Dataset entries:
▽

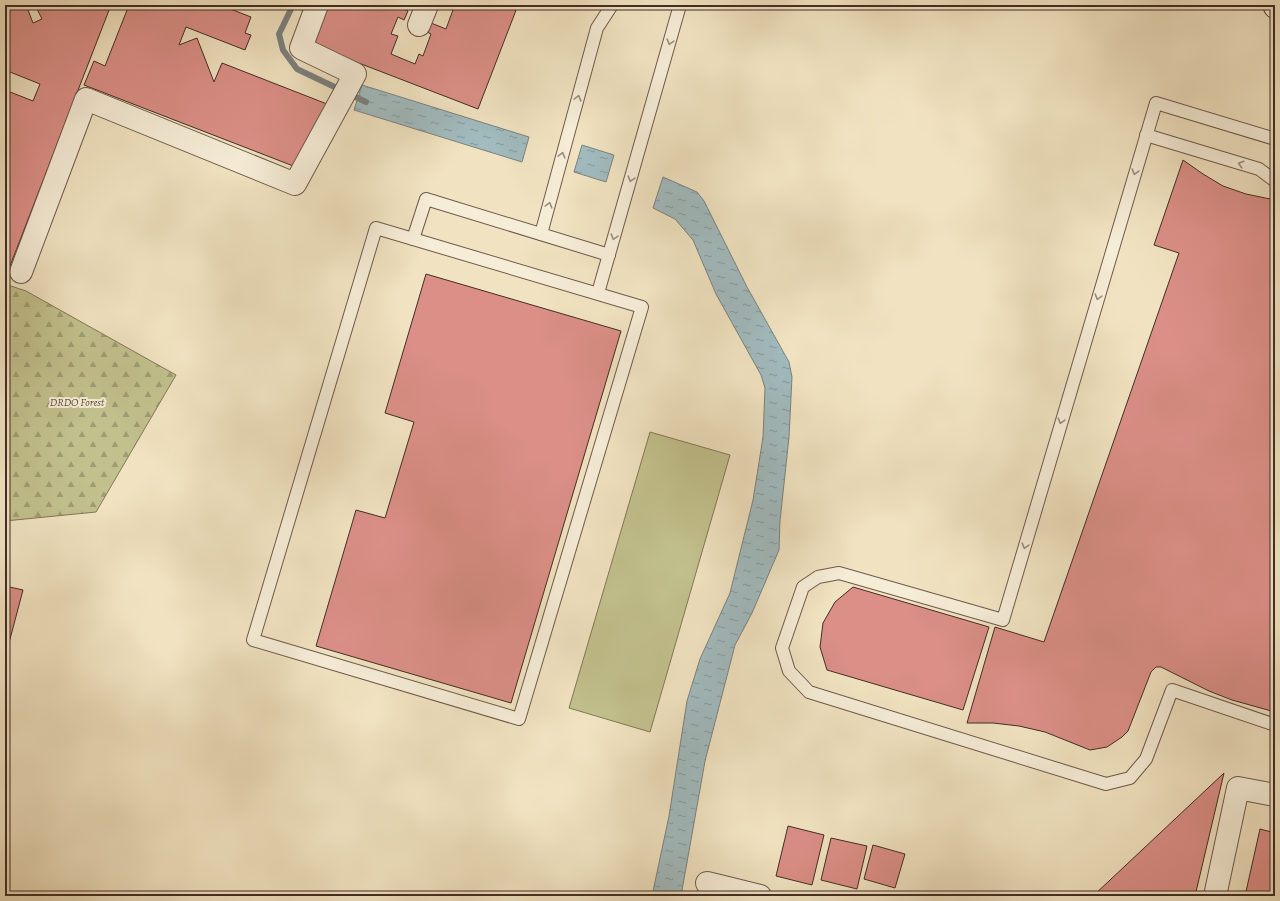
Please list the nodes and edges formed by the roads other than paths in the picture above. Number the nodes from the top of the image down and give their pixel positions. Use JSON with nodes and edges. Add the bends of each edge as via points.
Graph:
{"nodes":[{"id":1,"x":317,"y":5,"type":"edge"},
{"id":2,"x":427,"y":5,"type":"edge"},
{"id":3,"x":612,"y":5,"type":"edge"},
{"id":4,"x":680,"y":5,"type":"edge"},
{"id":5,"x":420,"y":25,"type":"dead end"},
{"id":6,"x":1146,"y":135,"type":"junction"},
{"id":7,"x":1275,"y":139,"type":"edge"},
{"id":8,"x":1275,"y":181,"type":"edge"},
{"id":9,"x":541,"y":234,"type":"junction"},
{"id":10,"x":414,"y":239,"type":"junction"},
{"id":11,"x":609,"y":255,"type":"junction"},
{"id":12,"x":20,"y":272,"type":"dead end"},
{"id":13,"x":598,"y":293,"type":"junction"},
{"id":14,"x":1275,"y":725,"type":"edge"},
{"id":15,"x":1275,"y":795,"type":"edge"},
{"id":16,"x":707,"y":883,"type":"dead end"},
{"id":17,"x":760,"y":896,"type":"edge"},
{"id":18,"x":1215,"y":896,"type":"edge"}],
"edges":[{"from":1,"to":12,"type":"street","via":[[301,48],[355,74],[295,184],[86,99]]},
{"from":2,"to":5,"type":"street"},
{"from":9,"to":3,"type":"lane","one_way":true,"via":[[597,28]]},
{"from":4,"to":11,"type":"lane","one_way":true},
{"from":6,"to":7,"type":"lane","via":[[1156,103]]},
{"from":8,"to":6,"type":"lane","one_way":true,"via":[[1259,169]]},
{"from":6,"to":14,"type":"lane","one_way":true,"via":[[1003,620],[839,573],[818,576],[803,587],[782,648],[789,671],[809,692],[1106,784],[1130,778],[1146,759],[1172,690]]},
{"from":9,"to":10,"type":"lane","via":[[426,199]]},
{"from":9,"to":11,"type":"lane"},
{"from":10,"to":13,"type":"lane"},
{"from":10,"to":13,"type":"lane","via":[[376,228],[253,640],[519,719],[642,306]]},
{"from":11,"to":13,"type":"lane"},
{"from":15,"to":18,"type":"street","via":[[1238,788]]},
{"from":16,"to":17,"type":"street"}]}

△

PROBLEM TO WORK ON: Each entry is to be transcribed verbatim, and any picture in it is to be skipped.

EXERCISE ANSWER:
Please list the nodes and edges formed by the roads other than paths in the picture above. Number the nodes from the top of the image down and give their pixel positions. Use JSON with nodes and edges. Add the bends of each edge as via points.
Graph:
{"nodes":[{"id":1,"x":317,"y":5,"type":"edge"},
{"id":2,"x":427,"y":5,"type":"edge"},
{"id":3,"x":612,"y":5,"type":"edge"},
{"id":4,"x":680,"y":5,"type":"edge"},
{"id":5,"x":420,"y":25,"type":"dead end"},
{"id":6,"x":1146,"y":135,"type":"junction"},
{"id":7,"x":1275,"y":139,"type":"edge"},
{"id":8,"x":1275,"y":181,"type":"edge"},
{"id":9,"x":541,"y":234,"type":"junction"},
{"id":10,"x":414,"y":239,"type":"junction"},
{"id":11,"x":609,"y":255,"type":"junction"},
{"id":12,"x":20,"y":272,"type":"dead end"},
{"id":13,"x":598,"y":293,"type":"junction"},
{"id":14,"x":1275,"y":725,"type":"edge"},
{"id":15,"x":1275,"y":795,"type":"edge"},
{"id":16,"x":707,"y":883,"type":"dead end"},
{"id":17,"x":760,"y":896,"type":"edge"},
{"id":18,"x":1215,"y":896,"type":"edge"}],
"edges":[{"from":1,"to":12,"type":"street","via":[[301,48],[355,74],[295,184],[86,99]]},
{"from":2,"to":5,"type":"street"},
{"from":9,"to":3,"type":"lane","one_way":true,"via":[[597,28]]},
{"from":4,"to":11,"type":"lane","one_way":true},
{"from":6,"to":7,"type":"lane","via":[[1156,103]]},
{"from":8,"to":6,"type":"lane","one_way":true,"via":[[1259,169]]},
{"from":6,"to":14,"type":"lane","one_way":true,"via":[[1003,620],[839,573],[818,576],[803,587],[782,648],[789,671],[809,692],[1106,784],[1130,778],[1146,759],[1172,690]]},
{"from":9,"to":10,"type":"lane","via":[[426,199]]},
{"from":9,"to":11,"type":"lane"},
{"from":10,"to":13,"type":"lane"},
{"from":10,"to":13,"type":"lane","via":[[376,228],[253,640],[519,719],[642,306]]},
{"from":11,"to":13,"type":"lane"},
{"from":15,"to":18,"type":"street","via":[[1238,788]]},
{"from":16,"to":17,"type":"street"}]}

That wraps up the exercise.